Body or hand keypoint data

****************

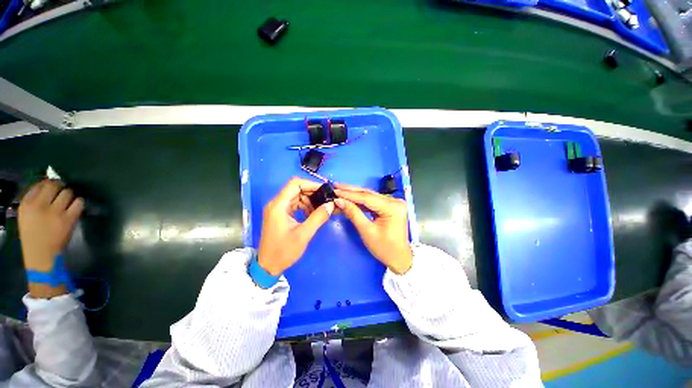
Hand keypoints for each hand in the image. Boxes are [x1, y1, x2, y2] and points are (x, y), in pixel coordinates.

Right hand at [18, 180, 83, 271]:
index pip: (41, 183)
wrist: (41, 254)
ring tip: (67, 202)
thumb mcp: (26, 214)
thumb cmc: (33, 234)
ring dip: (70, 195)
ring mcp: (55, 212)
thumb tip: (48, 184)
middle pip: (55, 185)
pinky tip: (75, 207)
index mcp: (27, 203)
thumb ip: (35, 199)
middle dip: (60, 187)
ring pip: (68, 192)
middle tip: (61, 192)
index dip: (49, 183)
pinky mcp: (68, 219)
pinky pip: (79, 203)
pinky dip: (79, 203)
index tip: (53, 187)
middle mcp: (40, 205)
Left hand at [258, 178, 334, 275]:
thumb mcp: (303, 234)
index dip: (311, 184)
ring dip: (309, 201)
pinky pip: (294, 205)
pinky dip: (304, 207)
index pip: (295, 184)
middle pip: (296, 189)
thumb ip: (318, 217)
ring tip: (319, 210)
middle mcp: (276, 204)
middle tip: (325, 201)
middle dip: (312, 193)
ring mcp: (277, 209)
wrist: (268, 266)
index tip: (324, 191)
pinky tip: (312, 215)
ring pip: (296, 196)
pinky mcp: (280, 215)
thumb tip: (330, 204)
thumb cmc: (284, 251)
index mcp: (279, 205)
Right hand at [334, 184, 412, 274]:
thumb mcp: (367, 231)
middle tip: (335, 186)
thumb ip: (353, 213)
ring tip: (340, 190)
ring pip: (370, 196)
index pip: (367, 197)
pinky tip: (350, 198)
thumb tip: (339, 201)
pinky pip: (373, 201)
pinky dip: (360, 200)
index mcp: (392, 207)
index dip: (349, 194)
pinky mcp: (389, 206)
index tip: (335, 191)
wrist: (399, 258)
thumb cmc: (384, 248)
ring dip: (354, 194)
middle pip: (368, 194)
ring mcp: (393, 203)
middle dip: (350, 191)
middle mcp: (394, 201)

****************

When you have gone through the records above, say how many lines include the word "pinky", and write nothing besides that number.

- **Solution**
12